* **Aim of the task**
Take the entries below and print, exactly, the stretch from the line containing "display:flex; align-items:center; gap:30px;" through the line containing "M1275 0H1443L1398 74Z", both included.

* **Input records**
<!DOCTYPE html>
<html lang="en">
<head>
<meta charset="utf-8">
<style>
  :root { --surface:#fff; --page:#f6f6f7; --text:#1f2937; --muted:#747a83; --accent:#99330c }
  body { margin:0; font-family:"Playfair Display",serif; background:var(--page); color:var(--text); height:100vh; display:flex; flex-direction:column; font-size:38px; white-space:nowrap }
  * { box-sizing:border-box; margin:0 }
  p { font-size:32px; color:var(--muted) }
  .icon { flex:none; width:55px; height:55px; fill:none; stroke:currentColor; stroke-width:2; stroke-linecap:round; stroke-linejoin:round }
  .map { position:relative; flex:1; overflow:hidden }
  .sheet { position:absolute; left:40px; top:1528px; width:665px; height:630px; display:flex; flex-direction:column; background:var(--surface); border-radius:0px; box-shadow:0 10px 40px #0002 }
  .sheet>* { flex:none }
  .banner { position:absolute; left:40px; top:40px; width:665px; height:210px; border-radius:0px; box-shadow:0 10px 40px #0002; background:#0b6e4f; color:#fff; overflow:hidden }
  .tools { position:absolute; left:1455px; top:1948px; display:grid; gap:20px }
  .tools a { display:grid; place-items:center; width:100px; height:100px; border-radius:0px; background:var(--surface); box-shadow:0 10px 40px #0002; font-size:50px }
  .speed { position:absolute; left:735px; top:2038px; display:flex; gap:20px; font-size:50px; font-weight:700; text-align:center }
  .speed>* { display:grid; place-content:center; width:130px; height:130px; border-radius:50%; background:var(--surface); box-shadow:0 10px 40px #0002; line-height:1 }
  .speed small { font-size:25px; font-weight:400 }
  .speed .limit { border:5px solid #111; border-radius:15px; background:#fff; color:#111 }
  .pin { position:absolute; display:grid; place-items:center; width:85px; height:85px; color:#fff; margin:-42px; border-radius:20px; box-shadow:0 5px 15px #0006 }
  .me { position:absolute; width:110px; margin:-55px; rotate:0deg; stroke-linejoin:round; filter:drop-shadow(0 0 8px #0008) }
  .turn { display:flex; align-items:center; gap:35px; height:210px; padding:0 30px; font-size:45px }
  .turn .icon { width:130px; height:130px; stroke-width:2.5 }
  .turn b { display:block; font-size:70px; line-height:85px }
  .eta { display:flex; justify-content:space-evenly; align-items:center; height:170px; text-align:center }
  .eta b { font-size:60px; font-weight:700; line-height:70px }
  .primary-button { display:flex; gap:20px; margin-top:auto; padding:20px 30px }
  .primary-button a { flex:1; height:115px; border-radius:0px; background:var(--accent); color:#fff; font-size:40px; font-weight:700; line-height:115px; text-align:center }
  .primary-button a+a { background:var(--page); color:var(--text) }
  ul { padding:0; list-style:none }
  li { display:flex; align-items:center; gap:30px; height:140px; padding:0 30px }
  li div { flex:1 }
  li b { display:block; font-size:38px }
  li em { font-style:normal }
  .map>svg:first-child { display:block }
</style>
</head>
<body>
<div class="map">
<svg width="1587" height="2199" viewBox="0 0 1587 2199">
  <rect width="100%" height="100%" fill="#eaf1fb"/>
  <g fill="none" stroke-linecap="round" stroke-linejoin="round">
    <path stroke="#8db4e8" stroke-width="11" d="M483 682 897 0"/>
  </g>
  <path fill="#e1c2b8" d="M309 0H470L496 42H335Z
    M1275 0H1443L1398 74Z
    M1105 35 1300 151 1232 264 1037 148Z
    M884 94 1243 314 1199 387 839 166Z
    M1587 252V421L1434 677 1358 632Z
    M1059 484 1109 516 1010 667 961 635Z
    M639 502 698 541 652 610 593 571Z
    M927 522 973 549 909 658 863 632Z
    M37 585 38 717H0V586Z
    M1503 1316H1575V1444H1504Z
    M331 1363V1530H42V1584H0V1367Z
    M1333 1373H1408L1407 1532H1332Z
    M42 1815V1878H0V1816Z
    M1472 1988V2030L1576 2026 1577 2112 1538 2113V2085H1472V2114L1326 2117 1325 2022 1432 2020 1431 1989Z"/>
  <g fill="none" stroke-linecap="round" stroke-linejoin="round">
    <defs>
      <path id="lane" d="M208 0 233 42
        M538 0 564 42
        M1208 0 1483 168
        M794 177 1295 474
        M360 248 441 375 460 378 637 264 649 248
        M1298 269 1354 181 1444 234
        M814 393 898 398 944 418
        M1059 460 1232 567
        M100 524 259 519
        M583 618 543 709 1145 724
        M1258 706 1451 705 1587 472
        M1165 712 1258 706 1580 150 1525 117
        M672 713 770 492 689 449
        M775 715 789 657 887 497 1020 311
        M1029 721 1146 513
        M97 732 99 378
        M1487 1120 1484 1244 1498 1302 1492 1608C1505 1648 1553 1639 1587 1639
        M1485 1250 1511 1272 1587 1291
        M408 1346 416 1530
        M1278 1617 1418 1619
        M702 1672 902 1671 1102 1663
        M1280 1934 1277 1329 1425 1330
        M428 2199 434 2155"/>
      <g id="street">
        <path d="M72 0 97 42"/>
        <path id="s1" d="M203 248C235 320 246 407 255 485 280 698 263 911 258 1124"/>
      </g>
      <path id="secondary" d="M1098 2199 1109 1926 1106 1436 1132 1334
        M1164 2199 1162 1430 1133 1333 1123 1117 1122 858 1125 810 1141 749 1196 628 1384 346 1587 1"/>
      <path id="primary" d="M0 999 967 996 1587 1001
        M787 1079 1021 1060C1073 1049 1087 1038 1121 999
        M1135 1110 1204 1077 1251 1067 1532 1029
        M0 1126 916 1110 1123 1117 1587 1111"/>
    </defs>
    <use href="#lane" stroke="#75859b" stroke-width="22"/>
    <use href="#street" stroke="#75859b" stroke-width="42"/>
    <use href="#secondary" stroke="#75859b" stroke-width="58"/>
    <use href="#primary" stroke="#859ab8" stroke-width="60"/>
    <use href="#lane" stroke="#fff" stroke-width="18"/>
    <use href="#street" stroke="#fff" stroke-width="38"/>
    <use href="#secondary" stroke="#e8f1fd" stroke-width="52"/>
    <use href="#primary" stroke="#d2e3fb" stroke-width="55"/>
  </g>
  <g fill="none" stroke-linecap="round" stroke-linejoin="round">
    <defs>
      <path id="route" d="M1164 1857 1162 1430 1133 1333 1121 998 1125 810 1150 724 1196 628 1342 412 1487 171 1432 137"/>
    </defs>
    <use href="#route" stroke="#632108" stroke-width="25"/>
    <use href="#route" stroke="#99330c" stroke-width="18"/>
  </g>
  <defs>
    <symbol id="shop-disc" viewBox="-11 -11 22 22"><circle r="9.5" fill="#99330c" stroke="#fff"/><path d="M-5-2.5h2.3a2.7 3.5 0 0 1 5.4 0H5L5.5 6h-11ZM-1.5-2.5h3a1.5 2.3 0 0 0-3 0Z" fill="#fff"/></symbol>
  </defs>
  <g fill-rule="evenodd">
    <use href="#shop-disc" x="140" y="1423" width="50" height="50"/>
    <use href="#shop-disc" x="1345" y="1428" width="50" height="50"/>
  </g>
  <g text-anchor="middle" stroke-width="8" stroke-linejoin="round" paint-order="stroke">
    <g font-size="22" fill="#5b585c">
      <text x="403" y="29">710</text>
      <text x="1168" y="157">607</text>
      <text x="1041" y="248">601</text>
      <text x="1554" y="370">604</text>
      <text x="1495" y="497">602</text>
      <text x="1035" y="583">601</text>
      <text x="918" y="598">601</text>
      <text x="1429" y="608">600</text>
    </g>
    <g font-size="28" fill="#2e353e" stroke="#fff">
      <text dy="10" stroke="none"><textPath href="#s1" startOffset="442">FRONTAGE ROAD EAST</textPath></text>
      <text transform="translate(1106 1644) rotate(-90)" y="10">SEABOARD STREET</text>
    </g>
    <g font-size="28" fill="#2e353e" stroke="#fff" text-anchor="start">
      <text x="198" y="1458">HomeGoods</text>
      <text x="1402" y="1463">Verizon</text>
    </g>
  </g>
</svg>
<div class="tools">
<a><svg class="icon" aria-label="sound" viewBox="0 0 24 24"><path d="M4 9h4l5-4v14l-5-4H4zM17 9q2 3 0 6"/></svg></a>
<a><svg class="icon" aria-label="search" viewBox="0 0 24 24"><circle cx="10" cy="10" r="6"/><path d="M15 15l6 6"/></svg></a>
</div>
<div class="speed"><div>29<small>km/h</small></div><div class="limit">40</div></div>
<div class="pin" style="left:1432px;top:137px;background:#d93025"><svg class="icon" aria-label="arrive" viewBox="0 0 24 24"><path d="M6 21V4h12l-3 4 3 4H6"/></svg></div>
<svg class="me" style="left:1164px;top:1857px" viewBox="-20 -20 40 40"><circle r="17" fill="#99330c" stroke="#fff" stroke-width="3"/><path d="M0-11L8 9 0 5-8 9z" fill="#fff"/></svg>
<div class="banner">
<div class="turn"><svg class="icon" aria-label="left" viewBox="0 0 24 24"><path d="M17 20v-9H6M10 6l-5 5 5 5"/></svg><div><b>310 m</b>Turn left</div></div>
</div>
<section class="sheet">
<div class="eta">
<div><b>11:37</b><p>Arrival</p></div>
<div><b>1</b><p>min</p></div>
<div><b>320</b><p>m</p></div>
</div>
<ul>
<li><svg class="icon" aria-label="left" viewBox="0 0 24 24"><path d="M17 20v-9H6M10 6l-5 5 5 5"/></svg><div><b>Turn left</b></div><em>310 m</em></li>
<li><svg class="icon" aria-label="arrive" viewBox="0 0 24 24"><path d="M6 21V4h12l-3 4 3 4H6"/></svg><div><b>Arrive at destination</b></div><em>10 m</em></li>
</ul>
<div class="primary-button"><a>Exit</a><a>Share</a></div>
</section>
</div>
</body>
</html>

* **Exercise answer**
  li { display:flex; align-items:center; gap:30px; height:140px; padding:0 30px }
  li div { flex:1 }
  li b { display:block; font-size:38px }
  li em { font-style:normal }
  .map>svg:first-child { display:block }
</style>
</head>
<body>
<div class="map">
<svg width="1587" height="2199" viewBox="0 0 1587 2199">
  <rect width="100%" height="100%" fill="#eaf1fb"/>
  <g fill="none" stroke-linecap="round" stroke-linejoin="round">
    <path stroke="#8db4e8" stroke-width="11" d="M483 682 897 0"/>
  </g>
  <path fill="#e1c2b8" d="M309 0H470L496 42H335Z
    M1275 0H1443L1398 74Z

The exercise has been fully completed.